I’m not convinced that 40/40/20 — the policy where 80% of new service is sent to the suburbs, to gradually “correct” the disproportionately intensive service in Seattle — is a particularly great injustice.  However, “not a great injustice” is not the same thing as good policy, and Metro has enough objectives to worry about that a purely artificial numerical target doesn’t make it easier to achieve the things we should actually care about.   And in fact, it was a common sentiment in the King County Executive race that we should do away with this rule.

Unfortunately, the buck stops with the King County Council, and there are effectively four Seattle seats and five suburban seats.  I think discussion on this issue has been far too policy-oriented and not focused enough on naked political concerns.

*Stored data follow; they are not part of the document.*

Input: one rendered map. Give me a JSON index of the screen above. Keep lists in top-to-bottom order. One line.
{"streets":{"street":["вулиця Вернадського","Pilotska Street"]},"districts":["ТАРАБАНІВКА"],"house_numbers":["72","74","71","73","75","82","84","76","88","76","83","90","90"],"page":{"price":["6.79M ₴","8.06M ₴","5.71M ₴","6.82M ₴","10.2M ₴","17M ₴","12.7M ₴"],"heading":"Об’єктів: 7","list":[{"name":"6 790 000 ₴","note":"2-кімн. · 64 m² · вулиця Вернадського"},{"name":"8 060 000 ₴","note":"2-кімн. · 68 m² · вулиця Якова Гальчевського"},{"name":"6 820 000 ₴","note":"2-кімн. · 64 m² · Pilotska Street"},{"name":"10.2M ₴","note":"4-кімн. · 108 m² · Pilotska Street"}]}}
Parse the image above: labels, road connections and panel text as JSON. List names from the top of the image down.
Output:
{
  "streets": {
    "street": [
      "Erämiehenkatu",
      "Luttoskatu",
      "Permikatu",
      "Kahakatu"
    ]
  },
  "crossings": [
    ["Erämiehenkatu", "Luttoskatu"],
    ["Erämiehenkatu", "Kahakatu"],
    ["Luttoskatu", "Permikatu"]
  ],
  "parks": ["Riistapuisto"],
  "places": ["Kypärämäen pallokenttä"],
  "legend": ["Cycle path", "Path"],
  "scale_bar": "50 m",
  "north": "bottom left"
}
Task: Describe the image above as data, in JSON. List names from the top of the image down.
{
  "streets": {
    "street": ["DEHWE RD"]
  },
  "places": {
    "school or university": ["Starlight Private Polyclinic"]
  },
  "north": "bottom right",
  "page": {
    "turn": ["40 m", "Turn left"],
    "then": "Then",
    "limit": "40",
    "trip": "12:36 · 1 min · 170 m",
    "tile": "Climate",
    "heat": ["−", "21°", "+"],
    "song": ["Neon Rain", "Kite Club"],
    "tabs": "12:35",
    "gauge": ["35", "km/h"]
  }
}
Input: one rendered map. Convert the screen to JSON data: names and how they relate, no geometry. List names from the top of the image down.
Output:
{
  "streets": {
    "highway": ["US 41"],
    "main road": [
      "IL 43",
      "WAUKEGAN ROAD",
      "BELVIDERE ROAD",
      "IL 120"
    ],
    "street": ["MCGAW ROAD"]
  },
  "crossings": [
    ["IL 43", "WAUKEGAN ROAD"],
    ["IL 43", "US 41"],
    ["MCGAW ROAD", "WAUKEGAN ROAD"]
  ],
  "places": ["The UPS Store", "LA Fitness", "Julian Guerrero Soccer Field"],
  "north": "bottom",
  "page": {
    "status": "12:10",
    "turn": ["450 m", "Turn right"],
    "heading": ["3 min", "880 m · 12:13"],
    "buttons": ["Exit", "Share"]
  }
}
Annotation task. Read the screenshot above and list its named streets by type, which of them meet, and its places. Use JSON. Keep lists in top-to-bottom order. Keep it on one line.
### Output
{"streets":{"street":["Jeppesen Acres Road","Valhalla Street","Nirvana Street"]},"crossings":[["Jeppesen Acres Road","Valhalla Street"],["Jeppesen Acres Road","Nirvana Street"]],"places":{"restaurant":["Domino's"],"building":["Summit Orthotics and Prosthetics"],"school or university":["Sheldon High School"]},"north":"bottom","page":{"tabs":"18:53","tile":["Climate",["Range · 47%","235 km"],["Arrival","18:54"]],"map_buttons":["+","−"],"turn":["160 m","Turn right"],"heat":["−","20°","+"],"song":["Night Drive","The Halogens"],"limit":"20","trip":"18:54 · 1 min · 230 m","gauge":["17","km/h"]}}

Any alternate formula for expansion or cuts, viewed in isolation, has to pass a simple test: do five or more Council members see this as helping their constituents, or not?  In this effort we’re helped by the fact that Metro serves a fairly complicated set of divergent policy objectives.  I see three basic strategies:

  • Get to five. If you’re going to shift the formula to favor urban areas more, make sure to tweak it so that when you run the spreadsheet five districts come out ahead.  That would presumably be the four Seattle-heavy districts, plus either District 5 or 6.
  • Trade it for density. An intriguing idea championed by both Ross Hunter and Fred Jarrett during the executive race was to tie bus service to density.  As Greg Nickels is fond of pointing out, people here hate density and hate sprawl, so accepting density in your neighborhood is viewed as “taking one for the team.”  I think that’s the wrong attitude, but it can be used to good purpose.  It’s important that this density is beyond what’s already envisioned in the regional plan. Otherwise, you’re asking opponents to give something for nothing.
  • Trade something unrelated. Adding density is easy for me because I’d like to see it whether or not buses came with it.   If that doesn’t suit you, it’s a big policy universe out there.  In isolation, Reagan Dunn isn’t going to vote to reduce bus service to his constituents.  On the other hand, there are certainly issues his constituents care about more than bus service.  If Seattle councilmembers trade his vote on Metro policy for more logging rights or whatever*, we might have a deal.

Of course, if you’re the kind of person that wants to see Seattle get disproportionately more bus service you’re probably also the kind of person that doesn’t want whatever it is they’re bargaining for in Enumclaw.  But that really just brings us around to the question of “are you a transit advocate or aren’t you?”  If you support transit expansion to the extent that it doesn’t interfere with any of your other political priorities, I think the answer is “not so much”.

*Reagan Dunn is an example; logging rights are an example I made up.